Email Processor Pipeline
Overview
The Email Processor Pipeline processes parsed email documents and stores them in a vector-enabled document store for search and retrieval.
It takes output from the Email Parser Pipeline, performs cleaning, tokenization, splitting, embedding, and indexes both email content and attachments.
This pipeline makes emails searchable, retrievable, and usable in RAG workflows.
What It Does
- Accepts parsed email documents as input
- Cleans content (whitespace, empty lines, ASCII filtering)
- Splits documents into chunks (words, sentences, passages)

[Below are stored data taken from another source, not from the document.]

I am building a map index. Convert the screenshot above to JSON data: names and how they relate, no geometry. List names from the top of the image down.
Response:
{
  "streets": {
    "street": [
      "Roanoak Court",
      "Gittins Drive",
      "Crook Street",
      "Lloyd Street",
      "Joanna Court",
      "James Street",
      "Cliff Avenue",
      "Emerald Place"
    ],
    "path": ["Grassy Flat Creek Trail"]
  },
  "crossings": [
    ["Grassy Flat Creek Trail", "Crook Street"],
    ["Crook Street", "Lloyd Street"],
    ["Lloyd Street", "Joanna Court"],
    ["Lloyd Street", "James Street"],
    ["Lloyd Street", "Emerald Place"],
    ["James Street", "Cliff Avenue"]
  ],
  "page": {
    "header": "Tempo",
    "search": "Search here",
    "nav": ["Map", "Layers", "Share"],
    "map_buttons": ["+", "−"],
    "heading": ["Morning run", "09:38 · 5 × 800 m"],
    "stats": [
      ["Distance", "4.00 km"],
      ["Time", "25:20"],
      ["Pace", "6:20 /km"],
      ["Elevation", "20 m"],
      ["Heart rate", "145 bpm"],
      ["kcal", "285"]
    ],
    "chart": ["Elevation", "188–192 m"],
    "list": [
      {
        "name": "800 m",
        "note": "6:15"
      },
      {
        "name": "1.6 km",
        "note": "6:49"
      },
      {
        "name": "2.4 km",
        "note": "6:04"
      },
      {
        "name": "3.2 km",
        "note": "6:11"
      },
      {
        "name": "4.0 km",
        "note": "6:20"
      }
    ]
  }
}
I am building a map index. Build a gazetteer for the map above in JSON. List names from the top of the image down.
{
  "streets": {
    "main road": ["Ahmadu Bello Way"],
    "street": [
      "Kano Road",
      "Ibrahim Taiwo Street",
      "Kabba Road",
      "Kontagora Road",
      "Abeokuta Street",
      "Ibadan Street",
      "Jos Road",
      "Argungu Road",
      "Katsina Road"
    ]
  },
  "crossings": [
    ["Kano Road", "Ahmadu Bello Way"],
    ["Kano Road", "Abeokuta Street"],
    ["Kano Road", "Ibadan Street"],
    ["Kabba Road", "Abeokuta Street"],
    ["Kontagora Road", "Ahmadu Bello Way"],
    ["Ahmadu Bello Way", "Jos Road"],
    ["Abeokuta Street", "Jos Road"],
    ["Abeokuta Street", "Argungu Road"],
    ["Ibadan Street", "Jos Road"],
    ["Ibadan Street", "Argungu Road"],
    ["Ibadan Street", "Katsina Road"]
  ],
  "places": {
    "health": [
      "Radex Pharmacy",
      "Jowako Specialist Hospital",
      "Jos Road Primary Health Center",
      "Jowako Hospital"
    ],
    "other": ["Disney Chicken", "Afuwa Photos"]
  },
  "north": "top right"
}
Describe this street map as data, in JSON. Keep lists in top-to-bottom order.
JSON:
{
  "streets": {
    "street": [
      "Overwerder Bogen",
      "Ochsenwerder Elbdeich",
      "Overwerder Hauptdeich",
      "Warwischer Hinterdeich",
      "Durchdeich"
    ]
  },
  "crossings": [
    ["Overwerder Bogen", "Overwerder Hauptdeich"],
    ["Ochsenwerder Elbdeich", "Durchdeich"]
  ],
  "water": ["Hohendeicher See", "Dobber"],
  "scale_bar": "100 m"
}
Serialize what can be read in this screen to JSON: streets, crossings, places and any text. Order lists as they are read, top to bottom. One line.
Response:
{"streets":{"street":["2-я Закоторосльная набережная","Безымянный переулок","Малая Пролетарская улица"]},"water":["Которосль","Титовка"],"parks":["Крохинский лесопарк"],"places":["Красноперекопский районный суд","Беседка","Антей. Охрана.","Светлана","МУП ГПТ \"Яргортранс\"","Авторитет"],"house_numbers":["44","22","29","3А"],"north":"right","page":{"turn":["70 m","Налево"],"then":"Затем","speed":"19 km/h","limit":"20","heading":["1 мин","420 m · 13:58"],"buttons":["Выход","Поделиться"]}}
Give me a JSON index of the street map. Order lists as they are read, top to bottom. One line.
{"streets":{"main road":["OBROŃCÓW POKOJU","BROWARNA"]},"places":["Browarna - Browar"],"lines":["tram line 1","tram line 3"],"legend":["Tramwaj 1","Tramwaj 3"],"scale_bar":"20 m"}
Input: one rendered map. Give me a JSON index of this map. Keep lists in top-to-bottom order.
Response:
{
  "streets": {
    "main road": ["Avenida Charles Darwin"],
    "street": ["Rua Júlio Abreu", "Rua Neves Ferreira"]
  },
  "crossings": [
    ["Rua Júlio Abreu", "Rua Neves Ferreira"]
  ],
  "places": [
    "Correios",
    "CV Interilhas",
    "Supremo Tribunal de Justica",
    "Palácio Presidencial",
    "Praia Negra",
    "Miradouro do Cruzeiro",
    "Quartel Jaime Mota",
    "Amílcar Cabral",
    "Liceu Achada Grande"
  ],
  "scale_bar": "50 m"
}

- Generates embeddings using a configurable model
- Indexes:
- Email content into a content index
- Attachments into a separate attachments index
Using the Email Processor Pipeline
Add to Agent
- Go to Pipelines
- Select Email Processor Pipeline
- Drag it into DocProcessorAgent
- Place after the Email Parser Pipeline
Configure Dataset and Indices
Configure the agent dataset with the following:
- Content index for email body and metadata
- Attachments index for email attachments
- These indices are selected in the dataset configuration and used by the pipeline to write processed data

Input & Output
- Input: Parsed email documents from the Email Parser Pipeline
- Output: Embedded and indexed documents and attachments; errors reported for duplicates or runtime issues
Pipeline Flow
- Email Parser Pipeline extracts content and attachments
- Email Processor Pipeline:
- Cleans content
- Splits into chunks
- Generates embeddings
- Writes to configured indices
- Indexed data becomes available for search and retrieval
Common Use Cases
- Indexing enterprise inboxes for semantic search
- Preparing email data for RAG-based agents
- Storing attachments separately for structured retrieval
Summary
The Email Processor Pipeline enables end-to-end preparation of email data for vector search and intelligent querying.
It ensures email content and attachments are fully searchable and ready for downstream workflows.